Transcription Settings

Transcription settings define how your AI agent listens, processes, and understands user speech during a conversation. These controls significantly impact the agent's responsiveness, fluidity, and how it handles user interruptions.

1. Provider, Model, and Language

This is where you set the foundation for your agent's "ears".

  • Provider: Choose your Speech-to-Text (STT) provider based on your specific language support and accuracy requirements.

    • Deepgram: Excellent for general use cases, offering high accuracy, smart formatting, and fast transcription speeds.

    • Sarvam: Highly recommended for native support of Indic languages (Hindi, Tamil, Telugu, Bengali, etc.).

    • Soniox: The ideal choice if your use case requires robust, out-of-the-box support for multiple languages.

    • Other providers include Elevenlabs, Navana and Assembly

  • Model: Select the specific model tier (e.g., nova-3 for Deepgram or saaras for Sarvam) best suited for your use case.

  • Language: Set the primary spoken language expected from the user (e.g., hi-IN for Hindi).

Note: For Tamil, Telugu and Kannada, “Sarvam” (Provider) with “Saras” (Model) is recommended.

2. Turn Settings (When Should the Agent Speak?)

Turn settings determine how the agent decides that the user has finished speaking and it is time to reply.

  • Mode: Generally set to "Heuristic" for standard conversational flows.

  • Sensitivity: This controls how long the agent waits after the caller stops speaking before responding.

    • Low: Shorter wait times.
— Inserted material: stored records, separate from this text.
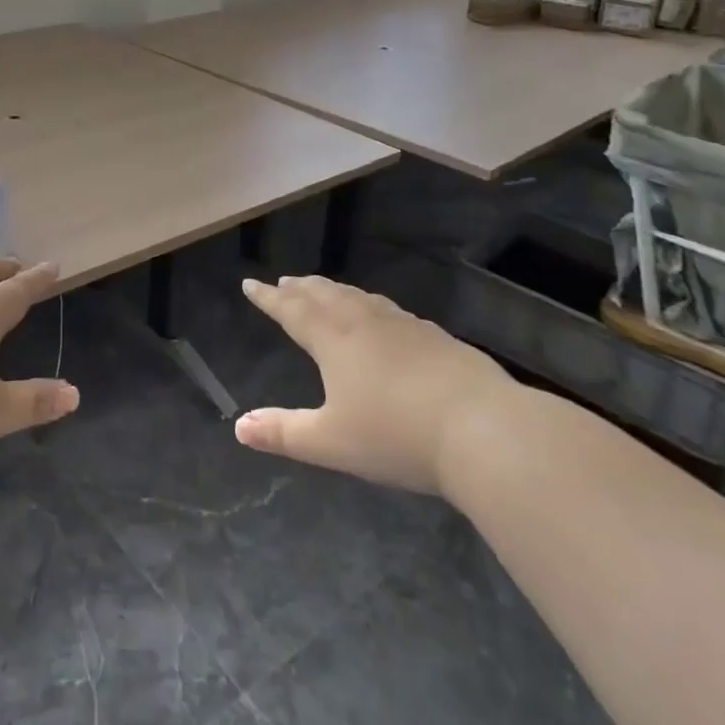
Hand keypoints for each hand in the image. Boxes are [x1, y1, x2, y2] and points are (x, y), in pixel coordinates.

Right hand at [234, 275, 513, 495]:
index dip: (268, 298)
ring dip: (333, 291)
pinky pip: (389, 308)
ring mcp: (403, 326)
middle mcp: (363, 322)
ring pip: (358, 297)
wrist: (485, 430)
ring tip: (323, 290)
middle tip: (283, 281)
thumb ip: (284, 434)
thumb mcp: (331, 443)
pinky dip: (369, 303)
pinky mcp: (436, 337)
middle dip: (299, 288)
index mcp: (333, 340)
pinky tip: (381, 315)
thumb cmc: (397, 436)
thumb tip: (239, 427)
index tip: (250, 283)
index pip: (291, 310)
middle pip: (324, 295)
Feels highly responsive but may cut off slow speakers. Ideal for quick, transactional yes/no responses.

    • Medium: The balanced default. Ideal for regular, everyday conversations.
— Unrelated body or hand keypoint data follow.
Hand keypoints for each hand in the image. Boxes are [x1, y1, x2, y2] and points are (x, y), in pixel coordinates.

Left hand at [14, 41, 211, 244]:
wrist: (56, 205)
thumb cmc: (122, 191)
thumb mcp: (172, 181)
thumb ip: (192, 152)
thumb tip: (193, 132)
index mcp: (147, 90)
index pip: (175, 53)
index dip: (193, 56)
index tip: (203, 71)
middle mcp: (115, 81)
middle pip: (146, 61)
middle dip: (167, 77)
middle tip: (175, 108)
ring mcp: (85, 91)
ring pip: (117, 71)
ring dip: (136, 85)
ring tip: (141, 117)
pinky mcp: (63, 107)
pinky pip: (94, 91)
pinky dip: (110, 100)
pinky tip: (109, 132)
    • High: Longer wait times to accommodate thoughtful pauses. Best when users need to explain complex issues (like filing a complaint).

    • Custom: Allows you to manually dial in ex

3. Interruption Settings

Interruption settings determine if and when a user can stop the agent while it is speaking. This is crucial for creating a natural, back-and-forth flow.
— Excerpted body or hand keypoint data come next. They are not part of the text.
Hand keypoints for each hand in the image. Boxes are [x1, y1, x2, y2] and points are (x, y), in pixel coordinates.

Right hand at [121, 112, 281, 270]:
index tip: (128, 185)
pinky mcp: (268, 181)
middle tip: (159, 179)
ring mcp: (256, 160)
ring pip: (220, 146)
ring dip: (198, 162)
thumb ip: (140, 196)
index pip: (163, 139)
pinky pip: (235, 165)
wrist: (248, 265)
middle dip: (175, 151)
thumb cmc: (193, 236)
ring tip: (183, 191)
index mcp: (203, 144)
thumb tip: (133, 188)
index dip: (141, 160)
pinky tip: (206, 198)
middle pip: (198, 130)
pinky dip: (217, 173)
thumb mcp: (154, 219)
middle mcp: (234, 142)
  • Interruption Toggle: Turn this ON to allow callers to interrupt the agent mid-sentence.

  • Sensitivity: Set to Custom to manually adjust the following triggers:

    • Speech duration: Minimum time a user must speak before the system registers it as an interruption.

    • Voice Detection Sensitivity: How strictly the system differentiates between human speech and background noise (scale 0-1).

    • Number of words: Minimum words a user must say to trigger an interruption.

    • Wait duration: The minimum time the agent waits after being interrupted before it begins its next response.

2. Noise Reduction

  • Function: When enabled, this feature filters out background noise from the user's audio input before it is transcribed.

  • Use Case: Highly recommended for calls where callers may be in public spaces, commuting, or high-noise environments to ensure higher transcription accuracy.

  • Attenuation: Use slider to set how aggressively background noise is suppressed.

3. Language Switch

This feature enables the agent to handle multilingual conversations by automatically detecting the language the user is speaking.

  • Languages: Define the specific languages (e.g., Hindi, English) the agent should listen for.

  • Logic Settings:

    • Words: Number of words to analyze to confirm a language change.

    • Consecutive short count: The number of words in a row that must be in the new language to trigger a switch.

    • Threshold: The confidence level (0-1) required for the system to confirm a language switch.

  • Instructions: Provide specific prompts or rules for the agent for each supported language to ensure it maintains the correct context after switching.